The Sydney Gay and Lesbian Mardi Gras, or Sydney Mardi Gras, is a celebration of LGBTQIA+ history and culture. It was named after, but is unrelated to, the Christian holiday of Mardi Gras.

When the first event was organised in 1978, it was conceived as a street party in an effort to host a more "positive celebration"; the term Mardi Gras had become synonymous with street festivals and so became the name for the event. Mardi Gras derives from the celebrations held on Mardi (French for "Tuesday") when Gras (French for "fat") is eaten prior to the Christian abstinence period of Lent preceding Easter.

On 24 June 1978, a group of young gay and lesbian Australians organised a series of events including a morning protest march in commemoration of the Stonewall riots, as part of a global network of Gay Solidarity events. By 10pm, the festivities turned into a night-time celebration as more than 500 people gathered on Oxford Street in a planned street "festival" calling for an end to discrimination against homosexuals in employment and housing, an end to police harassment and the repeal of all anti-homosexual laws.

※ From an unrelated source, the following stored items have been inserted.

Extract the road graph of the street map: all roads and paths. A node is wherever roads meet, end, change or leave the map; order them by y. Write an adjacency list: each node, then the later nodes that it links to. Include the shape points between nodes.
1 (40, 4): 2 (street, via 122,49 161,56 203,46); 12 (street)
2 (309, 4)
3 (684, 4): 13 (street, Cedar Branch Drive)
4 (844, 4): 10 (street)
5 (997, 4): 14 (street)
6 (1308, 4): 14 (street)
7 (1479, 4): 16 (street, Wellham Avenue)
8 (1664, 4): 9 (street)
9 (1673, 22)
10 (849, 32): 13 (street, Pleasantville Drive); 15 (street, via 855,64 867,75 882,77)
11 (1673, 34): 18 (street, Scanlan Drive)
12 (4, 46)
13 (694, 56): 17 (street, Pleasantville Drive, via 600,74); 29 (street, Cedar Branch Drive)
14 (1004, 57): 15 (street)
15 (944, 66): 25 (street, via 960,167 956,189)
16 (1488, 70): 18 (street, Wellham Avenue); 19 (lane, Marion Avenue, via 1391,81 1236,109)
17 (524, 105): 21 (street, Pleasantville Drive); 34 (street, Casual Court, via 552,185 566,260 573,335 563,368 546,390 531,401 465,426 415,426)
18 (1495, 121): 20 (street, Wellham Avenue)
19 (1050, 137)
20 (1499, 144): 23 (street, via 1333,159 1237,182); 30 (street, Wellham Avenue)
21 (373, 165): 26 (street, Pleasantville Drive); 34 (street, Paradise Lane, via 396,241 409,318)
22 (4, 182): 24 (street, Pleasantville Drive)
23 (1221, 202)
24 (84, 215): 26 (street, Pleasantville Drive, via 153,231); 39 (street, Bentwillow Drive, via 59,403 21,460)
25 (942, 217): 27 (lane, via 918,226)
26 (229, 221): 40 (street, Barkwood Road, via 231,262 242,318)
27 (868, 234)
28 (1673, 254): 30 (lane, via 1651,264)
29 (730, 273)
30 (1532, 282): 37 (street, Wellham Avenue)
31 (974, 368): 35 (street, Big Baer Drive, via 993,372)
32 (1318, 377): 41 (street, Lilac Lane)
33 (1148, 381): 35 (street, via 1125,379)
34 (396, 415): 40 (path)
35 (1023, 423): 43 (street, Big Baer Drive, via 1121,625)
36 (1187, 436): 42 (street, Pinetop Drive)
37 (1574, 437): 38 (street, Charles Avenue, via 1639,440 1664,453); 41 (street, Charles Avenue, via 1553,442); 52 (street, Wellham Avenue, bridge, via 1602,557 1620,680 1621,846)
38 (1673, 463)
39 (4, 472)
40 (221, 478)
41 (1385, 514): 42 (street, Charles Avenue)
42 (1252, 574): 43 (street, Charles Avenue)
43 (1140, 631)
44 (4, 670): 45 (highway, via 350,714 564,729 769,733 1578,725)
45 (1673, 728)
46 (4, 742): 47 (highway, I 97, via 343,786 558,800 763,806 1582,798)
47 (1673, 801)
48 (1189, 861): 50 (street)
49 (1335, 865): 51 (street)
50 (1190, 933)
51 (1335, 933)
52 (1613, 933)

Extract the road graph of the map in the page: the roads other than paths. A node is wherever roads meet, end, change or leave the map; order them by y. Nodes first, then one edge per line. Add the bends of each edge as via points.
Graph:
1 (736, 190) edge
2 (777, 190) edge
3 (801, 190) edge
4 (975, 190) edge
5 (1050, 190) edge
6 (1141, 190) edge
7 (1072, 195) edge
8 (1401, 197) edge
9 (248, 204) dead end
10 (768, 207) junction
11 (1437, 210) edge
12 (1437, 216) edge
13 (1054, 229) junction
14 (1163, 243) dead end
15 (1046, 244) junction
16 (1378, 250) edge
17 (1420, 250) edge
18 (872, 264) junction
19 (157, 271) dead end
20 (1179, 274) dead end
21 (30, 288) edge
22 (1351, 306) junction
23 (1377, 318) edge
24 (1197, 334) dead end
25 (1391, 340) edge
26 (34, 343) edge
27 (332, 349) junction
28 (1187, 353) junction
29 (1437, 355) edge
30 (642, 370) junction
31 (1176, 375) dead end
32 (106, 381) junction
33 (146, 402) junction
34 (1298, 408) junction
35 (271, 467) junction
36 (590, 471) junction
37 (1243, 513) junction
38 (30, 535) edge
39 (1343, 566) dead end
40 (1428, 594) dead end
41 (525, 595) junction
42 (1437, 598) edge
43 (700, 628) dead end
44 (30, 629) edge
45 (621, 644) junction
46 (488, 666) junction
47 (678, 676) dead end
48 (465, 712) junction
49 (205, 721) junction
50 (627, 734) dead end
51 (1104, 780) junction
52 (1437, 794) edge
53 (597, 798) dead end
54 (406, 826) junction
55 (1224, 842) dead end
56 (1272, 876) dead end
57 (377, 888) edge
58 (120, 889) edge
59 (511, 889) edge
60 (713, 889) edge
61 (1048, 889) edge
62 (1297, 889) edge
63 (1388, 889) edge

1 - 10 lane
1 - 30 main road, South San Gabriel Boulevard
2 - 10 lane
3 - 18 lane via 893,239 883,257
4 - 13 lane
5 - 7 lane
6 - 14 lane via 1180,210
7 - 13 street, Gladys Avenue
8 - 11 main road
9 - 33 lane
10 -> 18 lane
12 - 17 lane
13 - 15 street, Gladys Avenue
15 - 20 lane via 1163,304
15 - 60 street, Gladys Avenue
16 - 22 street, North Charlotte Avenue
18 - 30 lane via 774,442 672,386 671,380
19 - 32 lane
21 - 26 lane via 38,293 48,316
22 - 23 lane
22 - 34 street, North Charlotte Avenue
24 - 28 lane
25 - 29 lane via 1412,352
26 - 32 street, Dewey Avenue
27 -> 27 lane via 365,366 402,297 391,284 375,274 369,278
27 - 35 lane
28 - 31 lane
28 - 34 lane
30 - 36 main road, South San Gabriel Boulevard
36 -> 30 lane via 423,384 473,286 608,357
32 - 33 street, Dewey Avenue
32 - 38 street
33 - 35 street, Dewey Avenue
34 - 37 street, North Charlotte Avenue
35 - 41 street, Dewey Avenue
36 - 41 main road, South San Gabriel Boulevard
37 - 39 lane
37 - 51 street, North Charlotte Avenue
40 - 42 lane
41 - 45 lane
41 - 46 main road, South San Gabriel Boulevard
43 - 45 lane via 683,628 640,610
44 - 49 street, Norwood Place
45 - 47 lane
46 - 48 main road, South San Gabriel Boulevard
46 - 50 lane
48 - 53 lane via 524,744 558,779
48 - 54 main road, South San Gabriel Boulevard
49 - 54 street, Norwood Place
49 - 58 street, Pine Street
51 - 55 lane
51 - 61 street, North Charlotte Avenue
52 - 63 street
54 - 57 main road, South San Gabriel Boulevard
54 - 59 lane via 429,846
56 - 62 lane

The figure rose to around 2,000 as revellers out for the Saturday night at Oxford Street bars and clubs responded to the call "Out of the bars and into the streets!". Although the organisers had obtained permission, this was revoked, and the parade was broken up by the police. After the parade was dispersing in Kings Cross, 53 of the participants were arrested. Although most charges were eventually dropped, The Sydney Morning Herald published the names of those arrested in full, leading to many people being outed to their friends and places of employment, and many of those arrested lost their jobs as homosexuality was a crime in New South Wales (NSW) until 1984. Only two people who were arrested were fined. The rest were released without bail and the charges dismissed. The police response to a legal, local minority protest transformed it into a nationally significant event which stimulated gay rights and law reform campaigns. A documentary, Witches and Faggots, Dykes and Poofters, produced by Digby Duncan in 1980 tells the story of the first Sydney Gay and Lesbian Mardi Gras.